Edward Wyllis Scripps
Edward Wyllis Scripps
The confidence of Edward Wyllis Scripps (1854-1926) in free enterprise and democracy enabled him to create the first newspaper chain in the United States and to contribute significantly to the new journalism of his era.
Born in Rushville, Ill., on June 18, 1854, E. W. Scripps came from a publishing family. His grandfather had issued the London Literary Gazette, and relatives in America were associated with newspapers. Scripps was raised on the family farm in Winchester, Ohio. At 18 he became an office boy on the Detroit Advertiser and Tribune, managed and owned by his half brother James Scripps. Later he served in business and editorial capacities for James.
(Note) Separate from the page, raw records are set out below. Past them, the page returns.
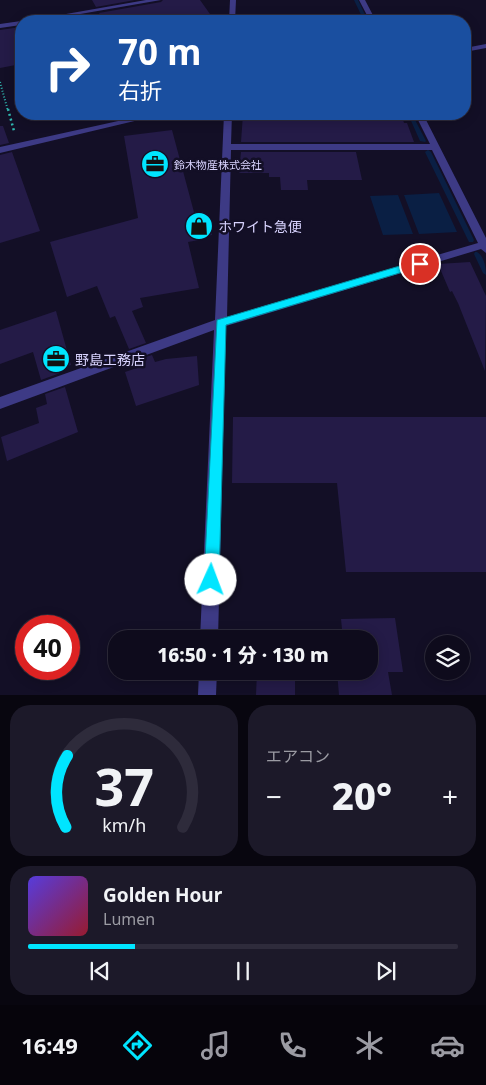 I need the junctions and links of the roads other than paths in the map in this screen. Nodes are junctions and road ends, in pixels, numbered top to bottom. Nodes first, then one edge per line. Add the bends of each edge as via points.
1 (158, 0) edge
2 (233, 0) edge
3 (362, 0) edge
4 (66, 15) edge
5 (232, 15) edge
6 (370, 15) edge
7 (15, 23) edge
8 (0, 26) edge
9 (486, 46) edge
10 (471, 49) edge
11 (133, 120) edge
12 (228, 120) edge
13 (422, 120) edge
14 (227, 147) junction
15 (435, 147) junction
16 (0, 150) edge
17 (485, 246) edge
18 (221, 323) junction
19 (0, 404) edge
20 (209, 630) edge
21 (208, 680) edge
22 (207, 695) edge

1 - 4 street
2 - 5 street
3 - 6 street
7 - 8 street
9 - 10 street
11 - 16 street
12 - 14 street
13 - 15 street
14 - 15 street
14 - 18 street
15 - 17 street
17 - 18 street
18 - 19 street
18 - 20 street
21 - 22 street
Borrowing money from relatives, notably his half sister Ellen, who would be his close associate for 40 years, Scripps founded the Cleveland Penny Press in 1877.
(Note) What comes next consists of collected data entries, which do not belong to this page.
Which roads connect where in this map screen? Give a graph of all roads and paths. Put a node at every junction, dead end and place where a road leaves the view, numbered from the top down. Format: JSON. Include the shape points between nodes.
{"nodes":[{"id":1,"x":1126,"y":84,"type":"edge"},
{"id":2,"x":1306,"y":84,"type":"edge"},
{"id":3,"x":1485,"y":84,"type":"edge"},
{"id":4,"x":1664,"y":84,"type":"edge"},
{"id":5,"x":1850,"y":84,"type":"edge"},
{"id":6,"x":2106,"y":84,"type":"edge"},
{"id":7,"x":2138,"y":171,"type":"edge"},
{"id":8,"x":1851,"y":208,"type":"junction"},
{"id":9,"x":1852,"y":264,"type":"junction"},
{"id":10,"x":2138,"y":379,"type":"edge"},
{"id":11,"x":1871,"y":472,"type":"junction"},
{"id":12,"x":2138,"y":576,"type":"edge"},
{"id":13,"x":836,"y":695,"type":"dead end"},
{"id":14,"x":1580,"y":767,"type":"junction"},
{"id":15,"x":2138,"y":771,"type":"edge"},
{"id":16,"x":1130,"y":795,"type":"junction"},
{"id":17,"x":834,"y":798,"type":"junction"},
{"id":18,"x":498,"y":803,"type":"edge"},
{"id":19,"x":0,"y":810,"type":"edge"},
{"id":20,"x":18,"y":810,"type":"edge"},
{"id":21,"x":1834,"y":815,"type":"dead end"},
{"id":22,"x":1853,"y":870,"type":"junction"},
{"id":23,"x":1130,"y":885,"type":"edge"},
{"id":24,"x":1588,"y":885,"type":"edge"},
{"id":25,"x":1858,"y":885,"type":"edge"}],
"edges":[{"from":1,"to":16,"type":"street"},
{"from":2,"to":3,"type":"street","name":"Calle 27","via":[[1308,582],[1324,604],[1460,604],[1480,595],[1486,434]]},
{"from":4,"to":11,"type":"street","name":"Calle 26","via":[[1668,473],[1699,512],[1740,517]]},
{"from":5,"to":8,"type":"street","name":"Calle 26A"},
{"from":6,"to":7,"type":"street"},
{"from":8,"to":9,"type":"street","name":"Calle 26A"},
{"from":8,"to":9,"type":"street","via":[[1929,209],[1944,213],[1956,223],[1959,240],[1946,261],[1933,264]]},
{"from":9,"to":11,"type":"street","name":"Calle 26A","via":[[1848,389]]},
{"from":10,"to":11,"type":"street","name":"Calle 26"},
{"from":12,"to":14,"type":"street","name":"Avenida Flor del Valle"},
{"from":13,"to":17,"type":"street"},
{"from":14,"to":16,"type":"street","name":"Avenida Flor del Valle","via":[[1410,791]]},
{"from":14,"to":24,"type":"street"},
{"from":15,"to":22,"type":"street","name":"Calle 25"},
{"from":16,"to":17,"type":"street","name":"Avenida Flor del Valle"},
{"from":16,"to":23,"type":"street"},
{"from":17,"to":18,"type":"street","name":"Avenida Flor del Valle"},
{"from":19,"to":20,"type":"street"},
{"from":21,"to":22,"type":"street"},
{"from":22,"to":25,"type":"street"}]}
Scripps was a philosopher of journalism as well as a businessman. He believed that the psychology of people had to be studied if they were to be satisfied. He reached controversial conclusions over the years, as when he held that "one mature white American is a better prospect [as a newspaper purchaser] than two or three Negroes or comparatively recent immigrants…." On the other hand, he thought that the differences between people were the products of accident and environment. He fought boldly and under stress for the right to print news independently, and he was conspicuous in battles against municipal corruption.
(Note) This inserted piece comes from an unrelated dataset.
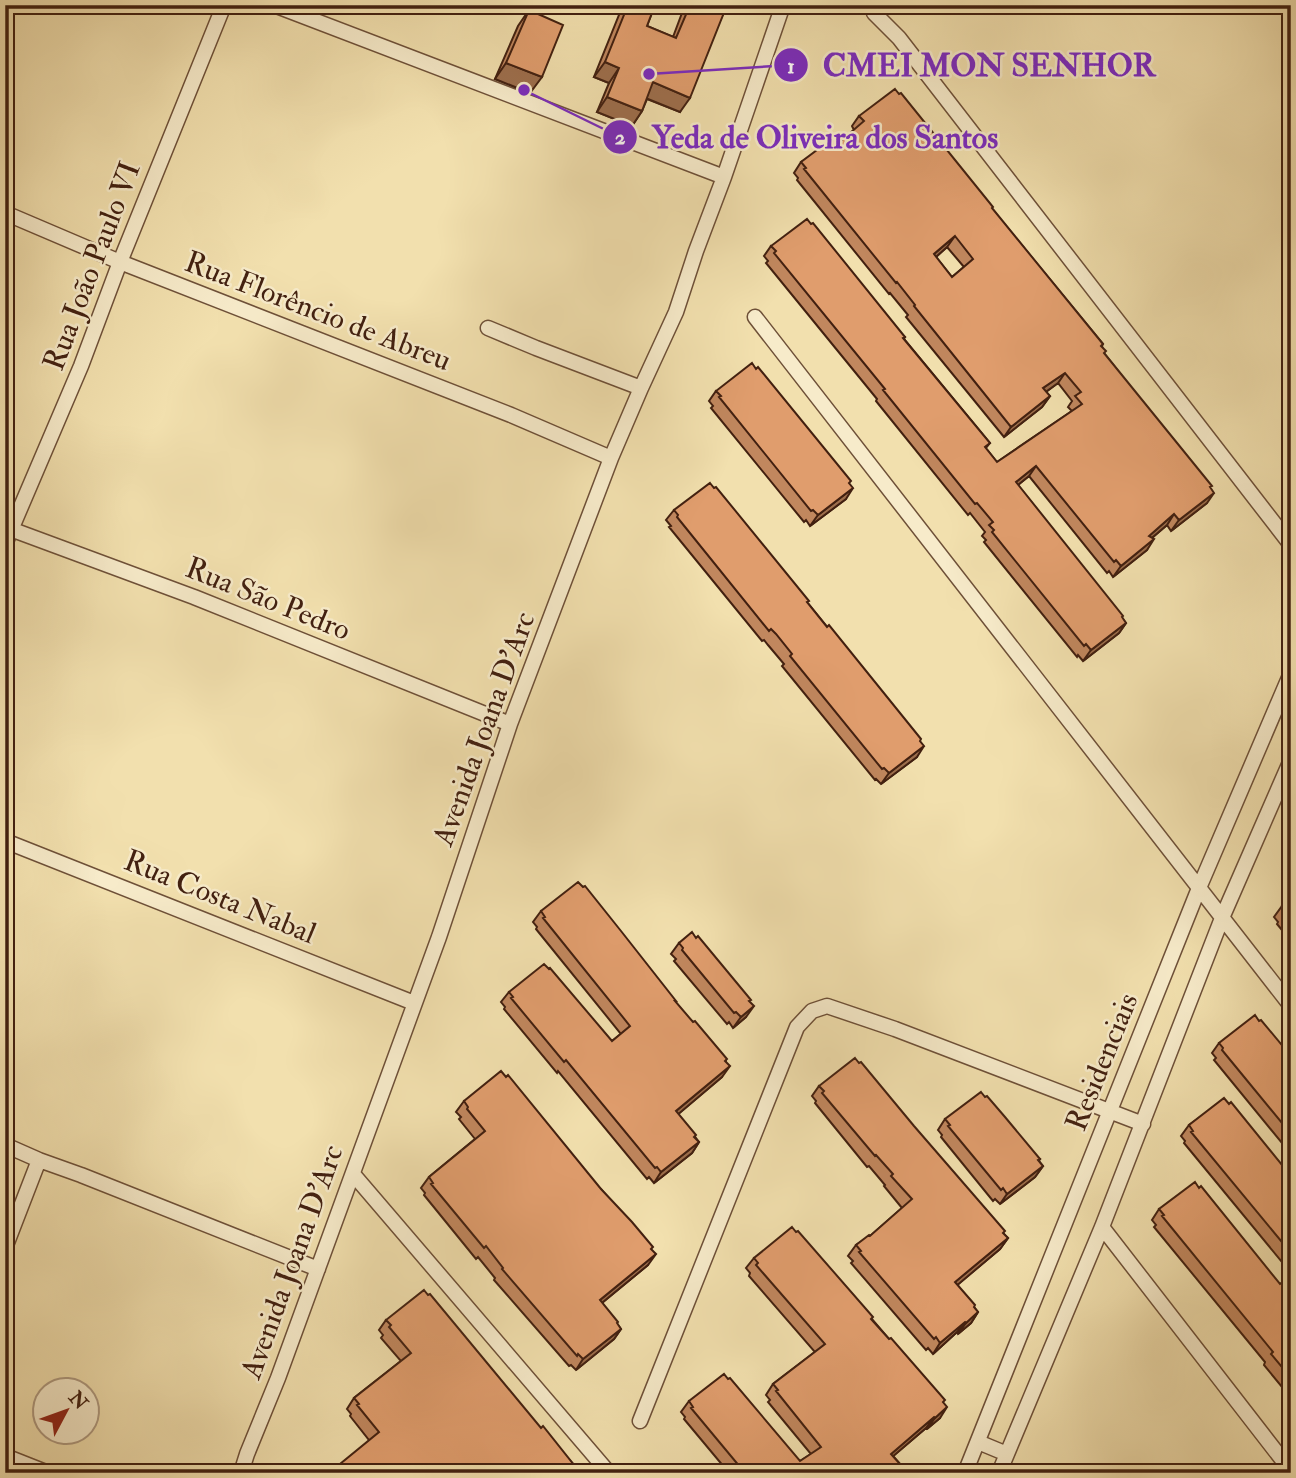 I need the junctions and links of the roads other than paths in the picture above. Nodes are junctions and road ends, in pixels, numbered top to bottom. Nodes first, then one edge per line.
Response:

In 1880 Scripps again joined relatives to take on the St. Louis Evening Chronicle and then the paper that became the Cincinnati Post. With the Detroit and Cleveland papers, they constituted the first newspaper chain in the country. Disagreements in policy, particularly Scripps's liberal, prolabor views, caused Scripps to leave the group with only the Cincinnati Post. He began a drive which multiplied his newspaper holdings in the Midwest and South, retaining 51 percent of stock in all papers. In 1889 he and Milton A. McRae founded the Scripps-McRae League of Newspapers. Dissatisfied with telegraphic news from the Associated Press and opposing its monopolistic features, in 1897 Scripps organized the Scripps-McRae Press Association, later the United Press Association. Scripps later developed a feature service, the Newspaper Enterprise Association.
Although Scripps maintained rigid control of his properties, he sought to spread responsibility for them among associates, and by the time of his death on March 12, 1926, he owned only 40 percent of the stock. Scripps's interest in science expressed itself in his organization (1920) of the journalistic Science Service. With his sister he also endowed what became the Scripps Institution of Oceanography at La Jolla, Calif.
Further Reading
Scripps speaks for himself in two books: one arranged by his family and edited by Charles R. McCabe, Damned Old Crank (1951), the other edited by Oliver Knight, I Protest (1966), a volume of "selected disquisitions." Biographical accounts written by associates are Gilson Gardner, Lusty Scripps: The Life of E. W. Scripps (1932), and Negley O. Cochran, E. W. Scripps (1933). Scripps figures also in Milton A. McRae, Forty Years in Newspaperdom (1924).
Additional Sources
A Celebration of the legacies of E.W. Scripps: his life, works and heritage: symposium: Ohio University, Athens, Ohio, March 2-3, 1990, Athens, Ohio: Ohio University, 1990.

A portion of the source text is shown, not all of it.